While President Raisi is sending a message to his domestic audience, this mechanism has already become a subject of harsh criticism by Republicans. Republican Congressman McCaul, Chairman of the House Foreign Affairs Committee, criticized the agreement, saying that it encouraged future hostage-taking of American citizens. Republican Senator Tom Cotton argued that Biden’s appeasement policy made America less secure. Former President Trump described the agreement as “foolish,” while Republican Congressman Pat Fallon claimed that releasing the funds supported a state that sponsors terrorism.

As we approach the election year, this exchange has clearly provided material against Biden. Any perceived leniency or concessions toward Iran are not popular in American politics. Republican opposition argues that despite the released funds belonging to Iran, this exchange amounts to paying a ransom to a state that supports terrorism and will encourage similar hostage-taking incidents in the future.

The main reason Biden did not return to the nuclear agreement immediately upon taking office was his awareness of the strong opposition he would face domestically.

With the election season looming even after this exchange, progress in nuclear negotiations is becoming increasingly difficult. Republicans will likely argue that the administration that released $6 billion for the exchange will release much larger funds for a nuclear agreement. It can be said that Biden is running out of time for an agreement with Iran due to the energy he is expending on Ukraine and China and his desire to go into idle mode until the November elections. Iran, on the other hand, is unlikely to want to negotiate with an administration whose continuity is uncertain. Therefore, the possibility of a new nuclear agreement (unless a big surprise occurs) is likely to be postponed until after November 2024.

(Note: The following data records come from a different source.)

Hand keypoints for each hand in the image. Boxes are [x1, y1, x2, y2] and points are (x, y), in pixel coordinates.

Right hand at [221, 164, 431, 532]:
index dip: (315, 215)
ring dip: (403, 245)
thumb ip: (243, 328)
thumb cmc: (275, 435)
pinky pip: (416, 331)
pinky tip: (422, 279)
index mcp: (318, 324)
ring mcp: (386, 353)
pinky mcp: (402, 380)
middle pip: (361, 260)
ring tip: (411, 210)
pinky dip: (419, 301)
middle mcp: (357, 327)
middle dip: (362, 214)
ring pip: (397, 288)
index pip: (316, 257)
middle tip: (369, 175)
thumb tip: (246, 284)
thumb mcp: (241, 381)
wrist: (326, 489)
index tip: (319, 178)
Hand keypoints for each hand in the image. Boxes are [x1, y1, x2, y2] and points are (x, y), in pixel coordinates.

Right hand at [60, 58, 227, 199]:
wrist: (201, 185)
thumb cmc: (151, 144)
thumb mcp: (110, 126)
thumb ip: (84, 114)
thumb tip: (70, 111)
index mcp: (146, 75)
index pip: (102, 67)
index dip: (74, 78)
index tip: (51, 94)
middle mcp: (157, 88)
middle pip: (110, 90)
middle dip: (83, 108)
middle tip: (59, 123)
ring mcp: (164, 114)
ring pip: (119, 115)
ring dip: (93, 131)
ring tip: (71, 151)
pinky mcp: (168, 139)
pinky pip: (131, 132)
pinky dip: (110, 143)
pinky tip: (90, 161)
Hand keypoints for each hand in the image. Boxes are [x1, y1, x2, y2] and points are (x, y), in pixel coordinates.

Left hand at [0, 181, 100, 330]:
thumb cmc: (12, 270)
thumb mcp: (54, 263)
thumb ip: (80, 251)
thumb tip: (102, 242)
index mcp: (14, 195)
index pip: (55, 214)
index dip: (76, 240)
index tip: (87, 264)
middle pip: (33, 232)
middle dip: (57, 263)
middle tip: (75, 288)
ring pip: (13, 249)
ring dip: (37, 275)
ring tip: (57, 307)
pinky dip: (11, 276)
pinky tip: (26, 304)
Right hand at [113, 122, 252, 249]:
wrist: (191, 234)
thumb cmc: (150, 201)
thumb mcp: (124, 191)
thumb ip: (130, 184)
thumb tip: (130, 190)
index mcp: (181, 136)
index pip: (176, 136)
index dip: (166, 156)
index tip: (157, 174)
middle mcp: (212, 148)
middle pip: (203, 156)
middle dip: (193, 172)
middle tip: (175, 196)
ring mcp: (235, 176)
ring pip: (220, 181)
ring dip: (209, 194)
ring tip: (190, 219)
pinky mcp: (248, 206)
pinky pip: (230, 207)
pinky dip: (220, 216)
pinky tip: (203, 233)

While some experts argue that the prisoner exchange will pave the way for a nuclear agreement, Biden’s statement that the exchange “has not changed our relationship with Iran in any way” seems to be aimed at lowering expectations. In U.S.-Iran relations, where mutual distrust is at its peak, there are regional issues (Iraq, Lebanon, Yemen), support for terrorism, and human rights concerns outside the nuclear dossier. Iran, despite suffering greatly from sanctions, has become accustomed to living with them, making carrot-based strategies, as seen in the exchange agreement, more effective. On the American side, any action that could be perceived as rewarding Iran comes with a high political cost.

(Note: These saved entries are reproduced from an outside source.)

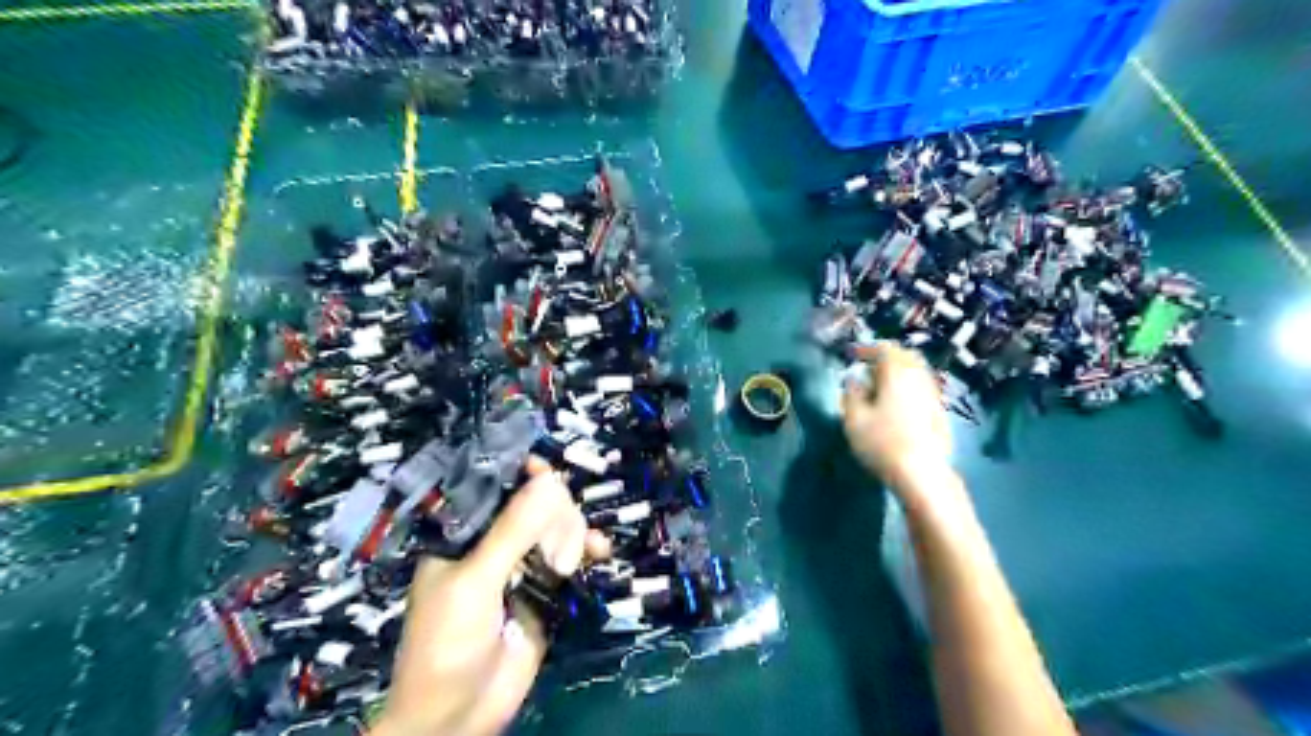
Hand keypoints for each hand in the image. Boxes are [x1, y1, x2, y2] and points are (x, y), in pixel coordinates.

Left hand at [374, 458, 607, 732]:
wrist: (456, 717)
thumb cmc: (446, 643)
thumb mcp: (475, 583)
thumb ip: (512, 532)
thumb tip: (549, 481)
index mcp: (463, 535)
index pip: (494, 487)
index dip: (521, 474)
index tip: (546, 471)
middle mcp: (493, 543)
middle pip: (535, 502)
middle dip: (553, 514)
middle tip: (554, 545)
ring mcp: (522, 565)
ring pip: (558, 526)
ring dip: (575, 531)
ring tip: (574, 557)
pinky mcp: (545, 589)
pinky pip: (572, 557)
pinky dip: (588, 550)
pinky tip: (600, 551)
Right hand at [840, 342, 952, 492]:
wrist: (922, 473)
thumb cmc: (882, 442)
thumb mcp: (854, 418)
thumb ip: (851, 393)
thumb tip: (854, 379)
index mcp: (897, 373)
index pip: (884, 348)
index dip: (867, 348)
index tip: (852, 355)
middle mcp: (919, 377)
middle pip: (906, 356)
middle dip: (887, 356)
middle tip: (868, 366)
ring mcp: (933, 394)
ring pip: (917, 371)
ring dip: (899, 371)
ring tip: (881, 384)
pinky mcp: (940, 412)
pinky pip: (923, 387)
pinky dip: (909, 386)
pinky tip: (898, 402)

The removal of Rob Malley, who was in charge of nuclear negotiations, in a controversial and unexplained manner suggests that negotiations with Iran are a highly sensitive process. While the exchange negotiations were led by familiar figure Bret McGurk, who is responsible for the Middle East and North Africa at the White House, it may give the impression that the process is proceeding independently of the nuclear issue, assuming that there is no connection is not realistic. Biden’s desire to score political points by bringing American citizens back home is understandable, but the $6 billion cost will undoubtedly be a constant reminder during the election season.